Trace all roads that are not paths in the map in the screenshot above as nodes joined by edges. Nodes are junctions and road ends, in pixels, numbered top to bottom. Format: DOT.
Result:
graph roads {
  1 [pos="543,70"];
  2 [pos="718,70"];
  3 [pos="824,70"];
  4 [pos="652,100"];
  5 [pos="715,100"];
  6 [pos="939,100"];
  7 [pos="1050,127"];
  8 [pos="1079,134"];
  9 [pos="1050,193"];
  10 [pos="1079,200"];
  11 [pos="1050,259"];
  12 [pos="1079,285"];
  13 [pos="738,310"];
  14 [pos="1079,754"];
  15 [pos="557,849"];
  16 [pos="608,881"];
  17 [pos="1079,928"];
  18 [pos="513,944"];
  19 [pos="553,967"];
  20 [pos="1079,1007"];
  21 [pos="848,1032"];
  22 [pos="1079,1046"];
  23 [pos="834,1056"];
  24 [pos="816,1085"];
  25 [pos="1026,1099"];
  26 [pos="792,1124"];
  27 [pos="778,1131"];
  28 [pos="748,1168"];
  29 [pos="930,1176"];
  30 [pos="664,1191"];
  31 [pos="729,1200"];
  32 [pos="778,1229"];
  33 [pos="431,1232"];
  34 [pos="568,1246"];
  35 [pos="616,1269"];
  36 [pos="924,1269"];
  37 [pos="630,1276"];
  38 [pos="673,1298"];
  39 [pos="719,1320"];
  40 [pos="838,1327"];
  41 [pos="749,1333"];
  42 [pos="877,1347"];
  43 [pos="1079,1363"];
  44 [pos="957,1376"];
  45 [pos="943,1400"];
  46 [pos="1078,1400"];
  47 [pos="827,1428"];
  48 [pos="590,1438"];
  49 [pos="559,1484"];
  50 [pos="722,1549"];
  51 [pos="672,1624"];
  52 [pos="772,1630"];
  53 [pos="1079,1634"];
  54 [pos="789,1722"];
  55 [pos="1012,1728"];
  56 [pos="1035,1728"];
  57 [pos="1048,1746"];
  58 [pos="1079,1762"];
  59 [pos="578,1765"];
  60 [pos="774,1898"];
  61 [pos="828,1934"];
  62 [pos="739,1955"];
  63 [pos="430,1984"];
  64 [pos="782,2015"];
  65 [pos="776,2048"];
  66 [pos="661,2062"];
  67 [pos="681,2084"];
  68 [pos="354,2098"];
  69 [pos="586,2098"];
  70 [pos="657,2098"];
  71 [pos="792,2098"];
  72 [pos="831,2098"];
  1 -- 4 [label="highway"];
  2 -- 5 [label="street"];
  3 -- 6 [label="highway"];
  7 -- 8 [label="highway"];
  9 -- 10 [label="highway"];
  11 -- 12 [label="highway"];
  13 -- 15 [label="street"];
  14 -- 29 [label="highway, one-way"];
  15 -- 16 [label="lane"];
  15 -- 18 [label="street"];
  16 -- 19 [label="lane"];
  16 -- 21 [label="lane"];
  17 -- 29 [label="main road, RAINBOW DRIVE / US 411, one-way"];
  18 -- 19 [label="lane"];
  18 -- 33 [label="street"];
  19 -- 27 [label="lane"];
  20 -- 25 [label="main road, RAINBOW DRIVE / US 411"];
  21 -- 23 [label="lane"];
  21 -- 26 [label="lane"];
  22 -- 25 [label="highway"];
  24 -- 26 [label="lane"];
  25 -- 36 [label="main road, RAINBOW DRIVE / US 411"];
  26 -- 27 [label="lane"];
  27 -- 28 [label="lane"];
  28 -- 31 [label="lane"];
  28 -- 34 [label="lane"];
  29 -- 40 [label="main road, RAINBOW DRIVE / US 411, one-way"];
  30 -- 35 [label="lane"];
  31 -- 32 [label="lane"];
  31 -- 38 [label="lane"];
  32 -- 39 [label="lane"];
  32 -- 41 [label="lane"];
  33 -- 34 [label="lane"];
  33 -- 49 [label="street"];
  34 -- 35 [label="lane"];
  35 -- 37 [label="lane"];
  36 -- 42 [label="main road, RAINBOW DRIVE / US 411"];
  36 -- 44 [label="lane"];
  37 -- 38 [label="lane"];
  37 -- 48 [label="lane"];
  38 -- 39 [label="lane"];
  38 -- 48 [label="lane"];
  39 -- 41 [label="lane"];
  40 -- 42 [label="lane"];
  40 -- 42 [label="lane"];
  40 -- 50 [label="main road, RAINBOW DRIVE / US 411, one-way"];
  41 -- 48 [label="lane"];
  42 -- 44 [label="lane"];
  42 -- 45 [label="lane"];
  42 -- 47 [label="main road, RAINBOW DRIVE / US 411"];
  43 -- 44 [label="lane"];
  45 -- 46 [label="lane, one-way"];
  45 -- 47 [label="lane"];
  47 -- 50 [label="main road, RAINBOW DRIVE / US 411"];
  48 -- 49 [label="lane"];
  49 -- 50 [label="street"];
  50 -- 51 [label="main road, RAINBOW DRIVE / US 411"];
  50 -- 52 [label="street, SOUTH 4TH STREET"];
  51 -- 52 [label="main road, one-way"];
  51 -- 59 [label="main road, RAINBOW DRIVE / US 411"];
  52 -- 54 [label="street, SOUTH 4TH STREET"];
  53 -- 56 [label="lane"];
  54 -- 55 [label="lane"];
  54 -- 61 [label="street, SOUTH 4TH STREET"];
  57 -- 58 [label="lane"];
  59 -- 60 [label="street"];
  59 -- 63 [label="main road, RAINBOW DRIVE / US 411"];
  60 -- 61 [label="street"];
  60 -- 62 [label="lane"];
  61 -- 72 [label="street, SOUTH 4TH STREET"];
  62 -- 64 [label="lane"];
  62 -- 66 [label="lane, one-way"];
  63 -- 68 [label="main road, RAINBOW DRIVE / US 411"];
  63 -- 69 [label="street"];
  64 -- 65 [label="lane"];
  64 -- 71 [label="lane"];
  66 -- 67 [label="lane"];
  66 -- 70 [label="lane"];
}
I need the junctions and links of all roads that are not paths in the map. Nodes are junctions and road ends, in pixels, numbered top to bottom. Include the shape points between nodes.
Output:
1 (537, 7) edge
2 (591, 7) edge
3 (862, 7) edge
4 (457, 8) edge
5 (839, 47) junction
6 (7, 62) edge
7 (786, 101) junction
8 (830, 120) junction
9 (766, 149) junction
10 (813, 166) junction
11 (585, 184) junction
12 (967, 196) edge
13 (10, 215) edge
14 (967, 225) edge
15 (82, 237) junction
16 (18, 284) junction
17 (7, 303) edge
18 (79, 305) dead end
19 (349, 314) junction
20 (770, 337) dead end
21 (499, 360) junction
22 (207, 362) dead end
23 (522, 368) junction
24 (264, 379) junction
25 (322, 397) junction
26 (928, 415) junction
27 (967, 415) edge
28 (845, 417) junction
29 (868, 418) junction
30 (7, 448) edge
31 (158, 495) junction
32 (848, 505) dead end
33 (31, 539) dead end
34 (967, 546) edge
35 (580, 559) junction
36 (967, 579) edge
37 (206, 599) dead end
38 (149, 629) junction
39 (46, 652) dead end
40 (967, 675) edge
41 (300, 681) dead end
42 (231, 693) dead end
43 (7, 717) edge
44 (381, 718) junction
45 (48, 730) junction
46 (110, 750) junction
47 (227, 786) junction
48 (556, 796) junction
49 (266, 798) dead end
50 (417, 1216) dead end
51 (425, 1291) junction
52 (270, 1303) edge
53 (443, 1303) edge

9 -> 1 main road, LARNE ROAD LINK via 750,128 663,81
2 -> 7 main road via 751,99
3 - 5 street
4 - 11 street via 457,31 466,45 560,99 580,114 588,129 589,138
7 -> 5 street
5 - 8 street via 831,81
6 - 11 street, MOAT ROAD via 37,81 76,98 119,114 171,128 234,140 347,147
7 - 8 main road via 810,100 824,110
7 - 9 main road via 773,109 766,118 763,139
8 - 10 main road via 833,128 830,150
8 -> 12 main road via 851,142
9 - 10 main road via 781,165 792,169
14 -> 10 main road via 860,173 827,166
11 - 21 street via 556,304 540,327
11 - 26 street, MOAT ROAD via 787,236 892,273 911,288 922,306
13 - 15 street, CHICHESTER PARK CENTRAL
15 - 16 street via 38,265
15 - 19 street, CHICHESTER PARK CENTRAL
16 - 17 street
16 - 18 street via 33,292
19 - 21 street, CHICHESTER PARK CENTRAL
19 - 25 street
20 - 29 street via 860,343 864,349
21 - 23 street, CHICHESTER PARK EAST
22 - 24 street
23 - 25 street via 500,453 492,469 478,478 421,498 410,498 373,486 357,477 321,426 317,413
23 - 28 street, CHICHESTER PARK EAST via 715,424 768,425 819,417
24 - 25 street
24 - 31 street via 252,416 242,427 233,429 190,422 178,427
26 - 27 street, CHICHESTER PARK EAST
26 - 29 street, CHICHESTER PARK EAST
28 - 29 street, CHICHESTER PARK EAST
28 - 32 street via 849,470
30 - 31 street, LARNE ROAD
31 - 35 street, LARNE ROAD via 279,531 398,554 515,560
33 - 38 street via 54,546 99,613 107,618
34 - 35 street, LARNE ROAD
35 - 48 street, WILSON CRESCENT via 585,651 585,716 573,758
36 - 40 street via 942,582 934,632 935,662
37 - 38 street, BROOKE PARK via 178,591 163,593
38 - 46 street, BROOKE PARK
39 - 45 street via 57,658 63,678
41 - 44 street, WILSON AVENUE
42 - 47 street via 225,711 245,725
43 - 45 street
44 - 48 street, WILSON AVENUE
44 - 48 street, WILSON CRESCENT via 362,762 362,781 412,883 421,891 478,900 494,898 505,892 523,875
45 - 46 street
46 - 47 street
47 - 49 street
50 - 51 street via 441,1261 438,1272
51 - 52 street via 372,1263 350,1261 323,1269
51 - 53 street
□ □ □ □ □
## Exercise description
In how many lines of the data does the string "EAST" appear? Only the number should be given.

## Answer space
5